IDI RAYEUK – Para nelayan di Idi Rayek, Kabupaten Aceh Timur, menyampaikan keluhan mereka terkait berbagai kendala yang dihadapi dalam aktivitas melaut.
Keluhan itu disampaikan kepada Wali Nanggroe Aceh Malik Mahmud Al Haytar, yang melakukan kunjungan kerja ke Tempat Pelelangan Ikan (TPI) Kuala Idi, Sabtu, 19 Agustus 2023.

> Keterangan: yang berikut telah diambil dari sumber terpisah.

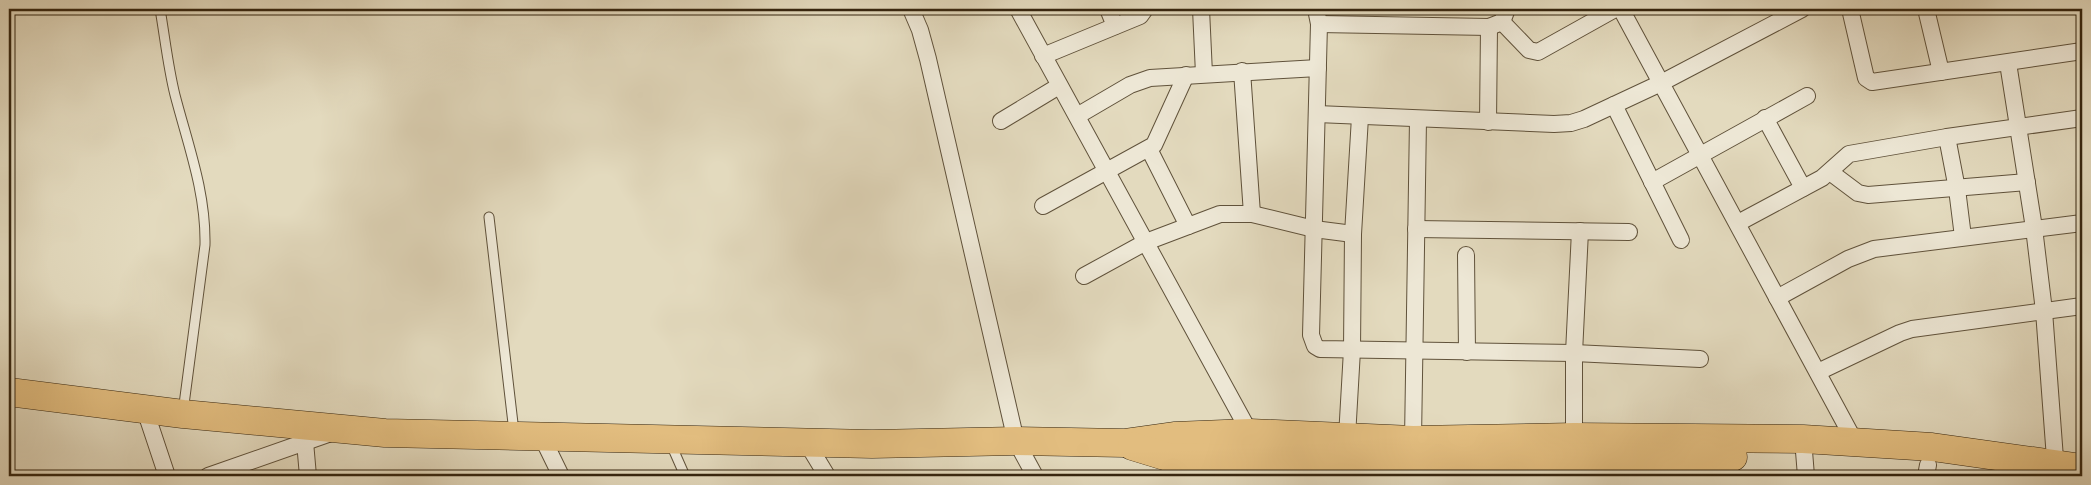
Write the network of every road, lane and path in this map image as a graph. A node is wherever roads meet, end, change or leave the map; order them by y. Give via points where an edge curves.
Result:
1 (160, 9) edge
2 (911, 9) edge
3 (1018, 9) edge
4 (1108, 9) edge
5 (1145, 9) edge
6 (1201, 9) edge
7 (1615, 9) edge
8 (1621, 9) edge
9 (1802, 9) edge
10 (1850, 9) edge
11 (1926, 9) edge
12 (1318, 17) edge
13 (1499, 20) edge
14 (1115, 26) junction
15 (2082, 51) edge
16 (1043, 56) junction
17 (2008, 63) junction
18 (1318, 68) junction
19 (1242, 71) junction
20 (1941, 72) junction
21 (1204, 74) junction
22 (1186, 76) junction
23 (1660, 83) junction
24 (1059, 86) junction
25 (1807, 96) dead end
26 (1614, 105) junction
27 (1317, 114) junction
28 (1077, 116) junction
29 (1360, 117) junction
30 (1765, 118) junction
31 (2082, 118) edge
32 (1418, 120) junction
33 (1001, 121) dead end
34 (1488, 122) junction
35 (2019, 128) junction
36 (1947, 137) junction
37 (1149, 149) junction
38 (1700, 156) junction
39 (1107, 172) junction
40 (1830, 172) junction
41 (1652, 182) junction
42 (2027, 182) junction
43 (1803, 188) junction
44 (1957, 189) junction
45 (1043, 206) dead end
46 (1252, 214) junction
47 (489, 217) dead end
48 (2082, 222) edge
49 (1738, 224) junction
50 (1188, 226) junction
51 (2034, 228) junction
52 (1314, 229) junction
53 (1416, 230) junction
54 (1580, 230) junction
55 (1629, 232) dead end
56 (1353, 234) junction
57 (1963, 237) junction
58 (1681, 240) dead end
59 (1146, 242) junction
60 (1466, 254) dead end
61 (1084, 276) dead end
62 (1777, 298) junction
63 (2082, 306) edge
64 (2044, 311) junction
65 (1352, 350) junction
66 (1414, 351) junction
67 (1467, 352) junction
68 (1574, 353) junction
69 (1700, 358) dead end
70 (1818, 372) junction
71 (9, 392) edge
72 (145, 410) junction
73 (183, 414) junction
74 (343, 428) junction
75 (528, 435) junction
76 (1347, 437) junction
77 (1574, 437) junction
78 (669, 440) junction
79 (1413, 440) junction
80 (1016, 441) junction
81 (305, 442) junction
82 (1854, 442) junction
83 (808, 443) junction
84 (1254, 456) edge
85 (1805, 458) edge
86 (2082, 468) edge
87 (1927, 470) edge
88 (2056, 470) edge
89 (167, 476) edge
90 (208, 476) edge
91 (308, 476) edge
92 (561, 476) edge
93 (685, 476) edge
94 (827, 476) edge
95 (1035, 476) edge
96 (2027, 476) edge

1 - 73 lane via 176,96 206,220
2 - 80 street via 928,59
3 - 16 street
4 - 14 street
5 - 14 street via 1140,16
6 - 21 street
7 - 13 street via 1538,52 1529,50
8 - 23 street
9 - 23 street
10 - 20 street via 1868,80
11 - 20 street
12 - 13 street
12 - 18 street
13 - 34 street
14 - 16 street
15 - 17 street
16 - 24 street
17 - 20 street
17 - 35 street
18 - 19 street
18 - 27 street
19 - 21 street
19 - 46 street
21 - 22 street
22 - 28 street via 1140,80
22 - 37 street via 1158,141
23 - 26 street
23 - 38 street
24 - 28 street
24 - 33 street
25 - 30 street
26 - 34 street via 1571,123
26 - 41 street
27 - 29 street
27 - 52 street
28 - 39 street
29 - 32 street
29 - 56 street
30 - 38 street
30 - 43 street
31 - 35 street
32 - 34 street
32 - 53 street
35 - 36 street
35 - 42 street
36 - 40 street via 1849,154
36 - 44 street
37 - 39 street
37 - 50 street
38 - 41 street
38 - 49 street
39 - 45 street
39 - 59 street
40 - 43 street
40 - 44 street via 1858,193 1868,196
41 - 58 street
42 - 44 street
42 - 51 street
43 - 49 street
44 - 57 street
46 - 50 street via 1220,214
46 - 52 street
47 - 75 lane
48 - 51 street
49 - 62 street
50 - 59 street
51 - 57 street
51 - 64 street
52 - 56 street
52 - 65 street via 1312,341 1320,349
53 - 54 street
53 - 66 street
54 - 55 street
54 - 68 street
56 - 65 street
57 - 62 street via 1874,249
59 - 61 street
59 - 84 street
60 - 67 street
62 - 70 street
63 - 64 street
64 - 70 street via 1912,329
64 - 88 street
65 - 66 street
65 - 76 street
66 - 67 street
66 - 79 street
67 - 68 street
68 - 69 street
68 - 77 street
70 - 82 street
71 - 72 highway
72 - 73 highway
72 - 89 street
73 - 74 highway
74 - 75 highway via 385,433
74 - 81 street
75 - 78 highway
75 - 92 street
76 - 79 highway
76 - 84 highway
77 - 79 highway
77 - 85 highway
78 - 83 highway
78 - 93 lane
80 - 83 highway
80 - 84 highway via 1124,443 1168,456
80 - 95 street
81 - 90 street
81 - 91 street
82 - 85 highway
82 - 88 highway via 1932,447
83 - 94 street
84 - 85 highway
85 - 87 highway
86 - 88 highway
87 - 96 highway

Kabag Humas dan Kerja Sama Wali Nanggroe M Nasir Syamaun dalam keterangannya menyampaikan salah satu keluhan disampaikan terkait besaran Pajak Negara Bukan Penghasilan (PNBP) yang ditetapkan melalui Surat Edaran (SE) terbaru dari Kementerian Kelautan dan Perikanan (KKP) RI.
Pada pertemuan langsung dengan Wali Nanggroe, Panglima Laot Lhok Kuala Idi, H Husaini menjelaskan poin-poin keberatan mereka terhadap SE tersebut.

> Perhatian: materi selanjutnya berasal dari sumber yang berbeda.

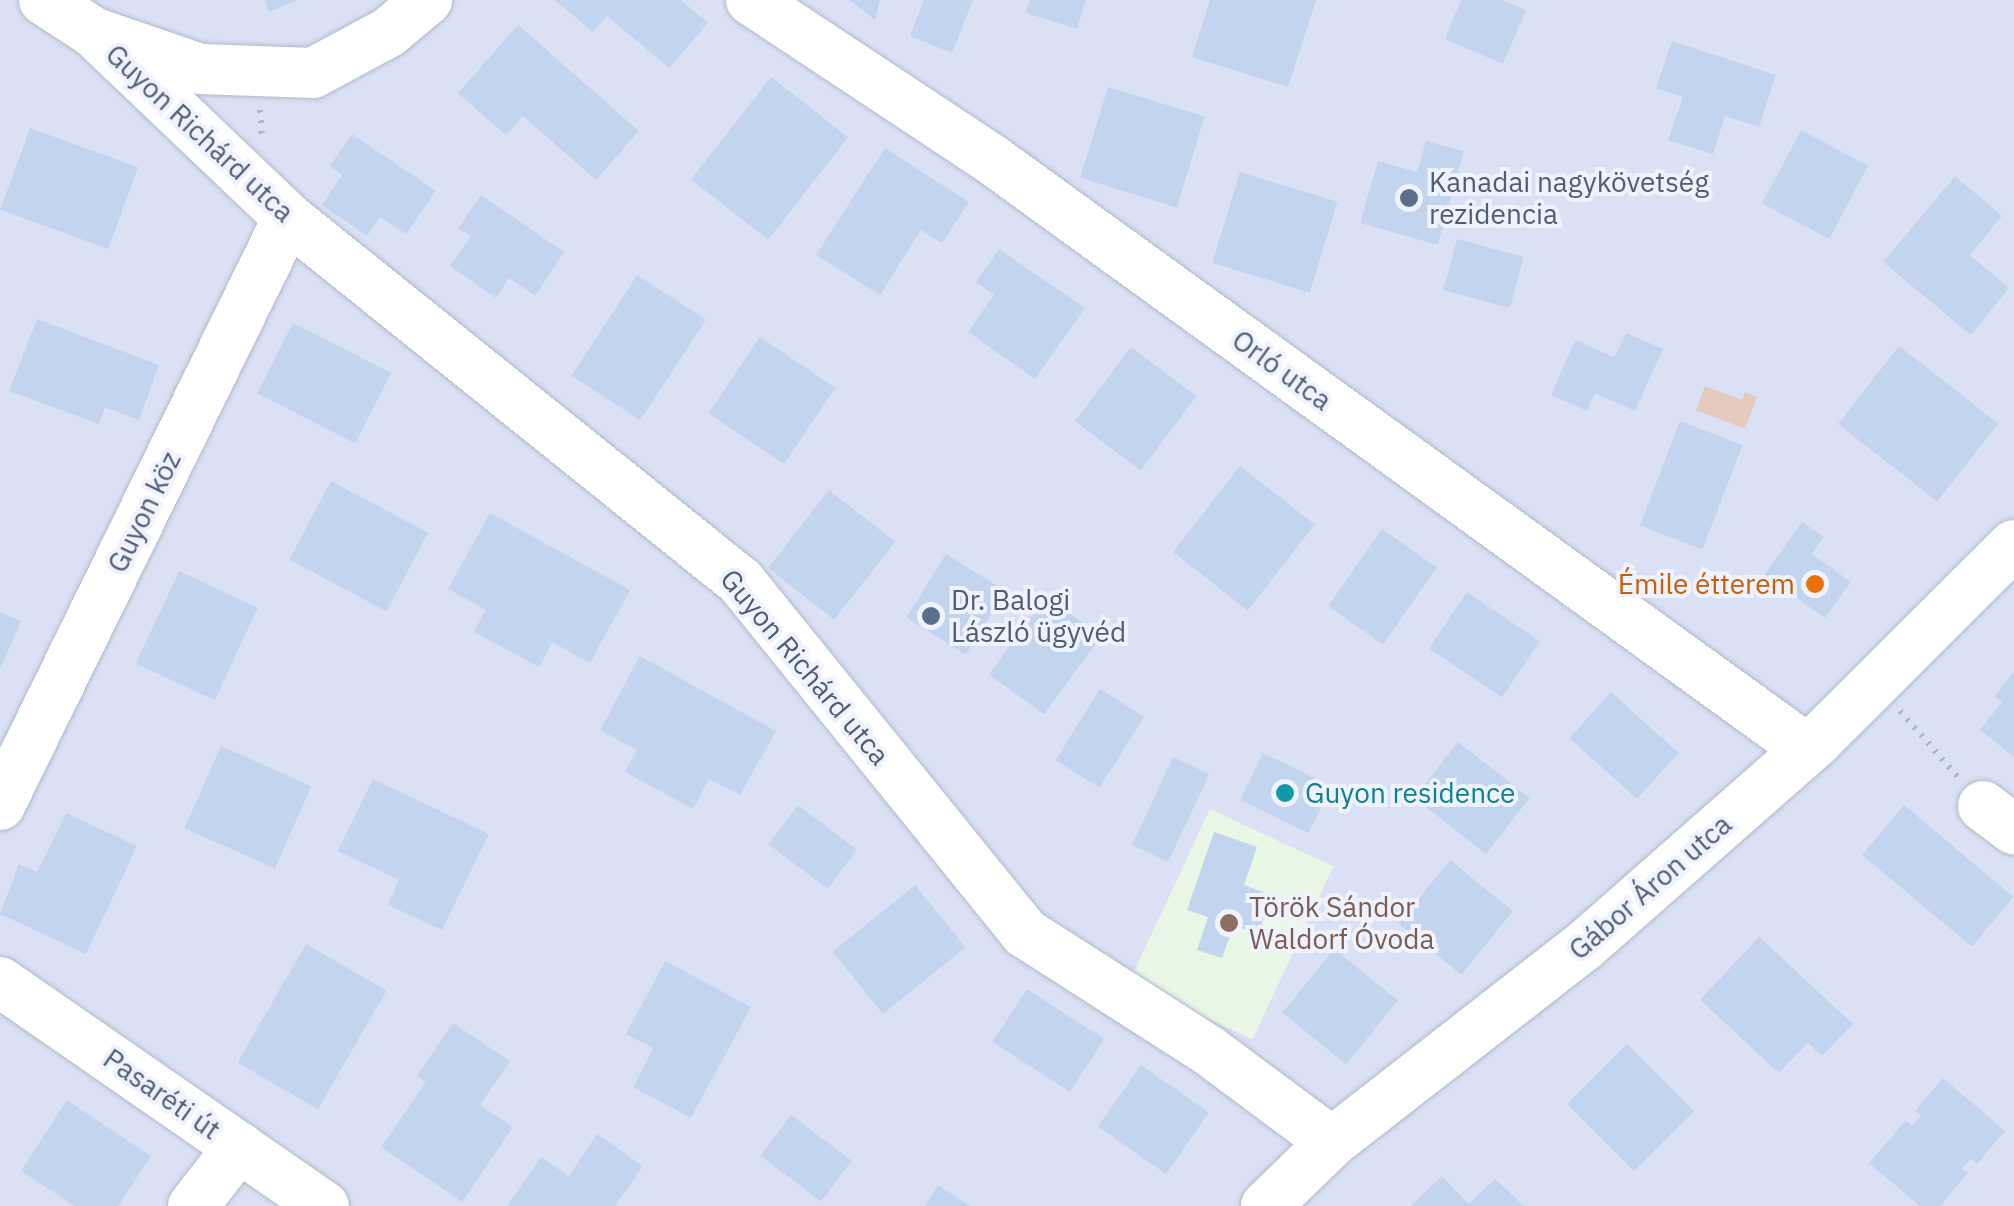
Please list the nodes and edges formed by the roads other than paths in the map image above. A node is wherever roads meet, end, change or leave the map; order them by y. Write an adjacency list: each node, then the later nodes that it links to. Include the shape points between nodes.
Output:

“Dalam SE itu disebutkan, setiap kapal yang melaut di atas 12 mil, wajib bermigrasi ke pusat. Sedangkan kita di Aceh diberikan kewenangan untuk beroperasi dengan kapal yang berkapasitas GT60,” kata Husaini.
Oleh karena itu, jika ada larangan melaut di atas 12 mil, kewenangan Aceh yang membolehkan nelayan melaut dengan kapal GT60 dianggap percuma.
Menurut Husaini, Pemerintah pusat melalui SE itu juga menetapkan besaran PNBP atau retribusi yang sangat memberatkan. Yaitu lima persen untuk setiap trip bagi kapal GT60, dan 10 persen untuk setiap trip kapal di atas GT60.
“Ini sangat memberatkan bagi nelayan. Belum lagi harga acuan yang ditetapkan untuk setiap kilogram hasil tangkapan bukanlah harga acuan Aceh, tapi harga acuan Sumatera,” kata Husaini.
Terkait persoalan itu, beberapa waktu lalu para tokoh dan pemilik kapal di Aceh Timur sudah duduk berembuk, jika SE tersebut terus diberlakukan, besar kemungkinan satu persatu kapal pencari ikan di kabupaten itu akan berhenti beroperasi.
Memang saat ini beberapa pemilik kapal telah menandatangani formulir migrasi yang keluarkan KKP setempat. Namun, masih banyak pemilik kapal belum menandatangani formulir yang diajukan saat kapal bergerak menuju wilayah tangkapan di laut.
Akibatnya, beberapa pekan lalu, lima kapal nelayan ditangkap dan dicabut dokumennya. Kapal-kapal yang ditangkap itu dibawa ke Belawan, Sumatera Utara.
“Pada prinsipnya kami tidak setuju, tapi karena kami sudah mengeluarkan banyak operasional untuk kapal melaut, sebagian terpaksa menandatangani persetujuan migrasi itu, yang dikeluarkan KKP di sini. Karena kalau tidak setuju, akan berisiko saat di laut, akan diambil tindakan, pencabutan dokumen dan penangkapan kapal,” kata Husaini.
Menanggapi keluhan itu, Wali Nanggroe meminta para nelayan yang bernaung di bawah organisasi Panglima Laot, untuk membuat surat keberatan yang ditujukan kepada Pemerintah Aceh, Pemerintah pusat dan stakeholder lainnya.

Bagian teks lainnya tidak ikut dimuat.